After President Xi Jinping’s directive to “Sinicize” religion, in 2018 the state issued regulations requiring houses of worship to uphold CCP dictates. These include barring minors from churches and from any exposure to religion. Bibles became harder to find and began being censored on the Internet and in app stores. On May 1, 2021, 52 new administrative rules took effect, specifying that religious leaders must actively support CCP practices, leadership, and core values, even in sermons.
Bishop Vincent Zhan Silu, whose excommunication Pope Francis lifted as a precondition for the Vatican’s 2018 agreement with Beijing, seems to exemplify China’s new model of a Christian leader. Upon his appointment to head the Mindong diocese, he promptly led 33 diocesan priests to a “formation course” at the Central Institute of Socialism with the CCP’s local United Front, declaring with palpable fervor, “To carry out the sinicization of religion with determination, we will continue to follow a path that conforms to socialist society.”

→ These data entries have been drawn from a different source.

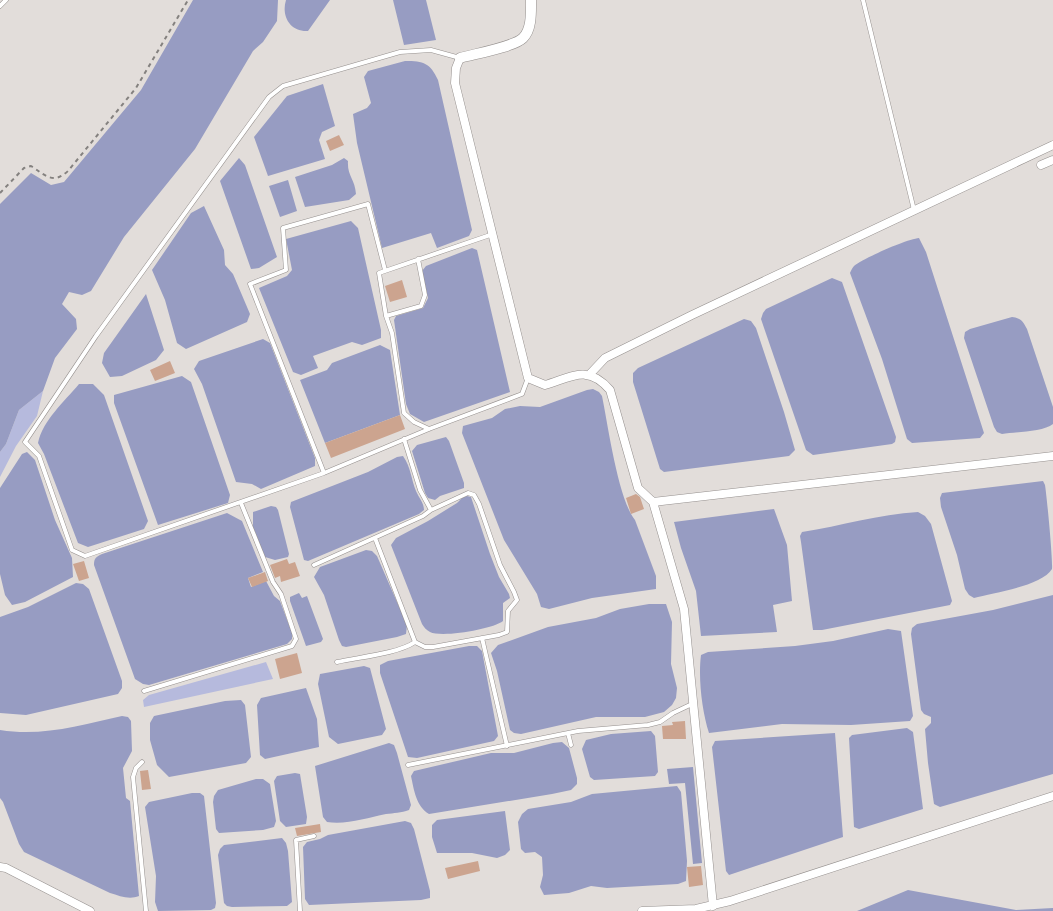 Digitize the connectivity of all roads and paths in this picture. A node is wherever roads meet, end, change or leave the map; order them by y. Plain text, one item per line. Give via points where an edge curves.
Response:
1 (6, 0) edge
2 (188, 0) edge
3 (531, 0) edge
4 (863, 0) edge
5 (0, 6) edge
6 (460, 58) junction
7 (1053, 145) edge
8 (1053, 160) edge
9 (1041, 165) dead end
10 (0, 193) edge
11 (914, 210) junction
12 (493, 234) junction
13 (418, 259) junction
14 (385, 270) junction
15 (386, 316) junction
16 (590, 374) junction
17 (528, 378) junction
18 (429, 429) junction
19 (404, 439) junction
20 (1053, 456) edge
21 (324, 473) junction
22 (653, 502) junction
23 (241, 503) junction
24 (431, 510) junction
25 (375, 538) junction
26 (314, 565) dead end
27 (482, 638) junction
28 (415, 642) junction
29 (337, 662) dead end
30 (144, 691) dead end
31 (692, 704) junction
32 (568, 733) junction
33 (571, 745) dead end
34 (507, 746) junction
35 (142, 762) dead end
36 (408, 765) dead end
37 (1053, 796) edge
38 (314, 836) dead end
39 (0, 867) edge
40 (713, 908) edge
41 (90, 911) edge
42 (146, 911) edge
43 (300, 911) edge
44 (642, 911) edge

1 - 5 lane
2 - 10 path via 136,88 68,171 56,179 31,166 24,168
3 - 6 street via 529,29 523,38 514,44
4 - 11 lane
6 - 12 street via 456,82
6 - 23 lane via 431,50 400,52 283,86 269,97 96,336 25,442 40,456 72,550 85,556
7 - 11 street
8 - 9 street
11 - 16 street via 605,358
12 - 13 lane
12 - 17 street
13 - 14 lane
13 - 15 lane via 425,295 421,306
14 - 15 lane via 379,273
14 - 21 lane via 368,204 283,228 286,270 250,284
15 - 18 lane via 392,333 404,413
16 - 17 street via 579,374 545,385
16 - 22 street via 610,390 638,488
17 - 18 lane via 522,394
18 - 19 lane
19 - 21 lane
19 - 24 lane via 420,490
20 - 22 street
21 - 23 lane
22 - 31 street via 684,609
23 - 30 lane via 281,594 296,639 292,646
24 - 25 lane
24 - 27 lane via 468,493 474,495 479,504 516,600 508,611 506,632
25 - 26 lane
25 - 28 lane
27 - 28 lane via 433,647
27 - 34 lane
28 - 29 lane via 395,650
31 - 32 lane via 648,725
31 - 40 street
32 - 33 lane
32 - 34 lane
34 - 36 lane
35 - 42 lane via 134,777
37 - 40 street
38 - 43 lane via 296,840
39 - 41 street
40 - 44 street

The May rules provide for high-tech enforcement: Active Christians will be subject to state surveillance through “strict gate keeping, verification of identity, and registration.” A database will record church personnel by name and assess individuals’ CCP compliance by listing their “rewards” and “punishments.” Those whose balance sheet shows too many of the latter will be left without a ministry and basic rights. For example, Pastor Ezra Jin and his daughter have been barred from boarding international flights, and his large Zion Church in Beijing lost its lease after he rejected facial-recognition cameras in the church sanctuary.
For rejecting affiliation with the state-run Chinese Patriotic Catholic Association, Bishop Vincent Guo of Mindong was forced to resign last year after the heat, water, and electricity in his apartment were turned off. These tactics model how China’s social-credit system will keep churches in line. Eventually, every Christian, indeed every Chinese, is to have a personal social-credit score, to quietly achieve behavior control through ratcheting the denial of state-regulated goods and services.
The CCP has always put pressure on church leadership to conform, but now the pressure is widespread and intensifying. A Catholic priest in China commented to AsiaNews that the policy is to treat religions “as state institutions” and religious workers as “civil servants.” This is especially ominous as China, a communist police state anxious for religion to wither away, conflates Christianity with Western democracy, its perceived political, economic, and military arch-competitor. A Chinese political cartoon after the recent G-7 meeting showed various animals symbolic of the member states and seated around a table, mimicking Leonardo’s Last Supper, with the U.S. depicted as a bald eagle in Jesus’s chair, under a picture of an empty cross.
Since 2018, thousands of churches, some registered and others underground, have been shut. Some of the most publicized cases involved the large churches of the booming Protestant underground. The state’s dramatic detonation by dynamite of the Golden Lampstand mega church in Shanxi Province in early 2018, following the destruction of a village Catholic church in neighboring Shaanxi, seemed the opening salvo. Later that year, Zion Church and Sichuan’s Early Rain Covenant Church were shut. Pastor Samuel Lamb’s Rongguili Church in Guangzhou, which he opened in 1979 after spending 22 years in prison, and which had become a virtual pilgrimage stop for foreign Christians, was raided and shut in December 2018.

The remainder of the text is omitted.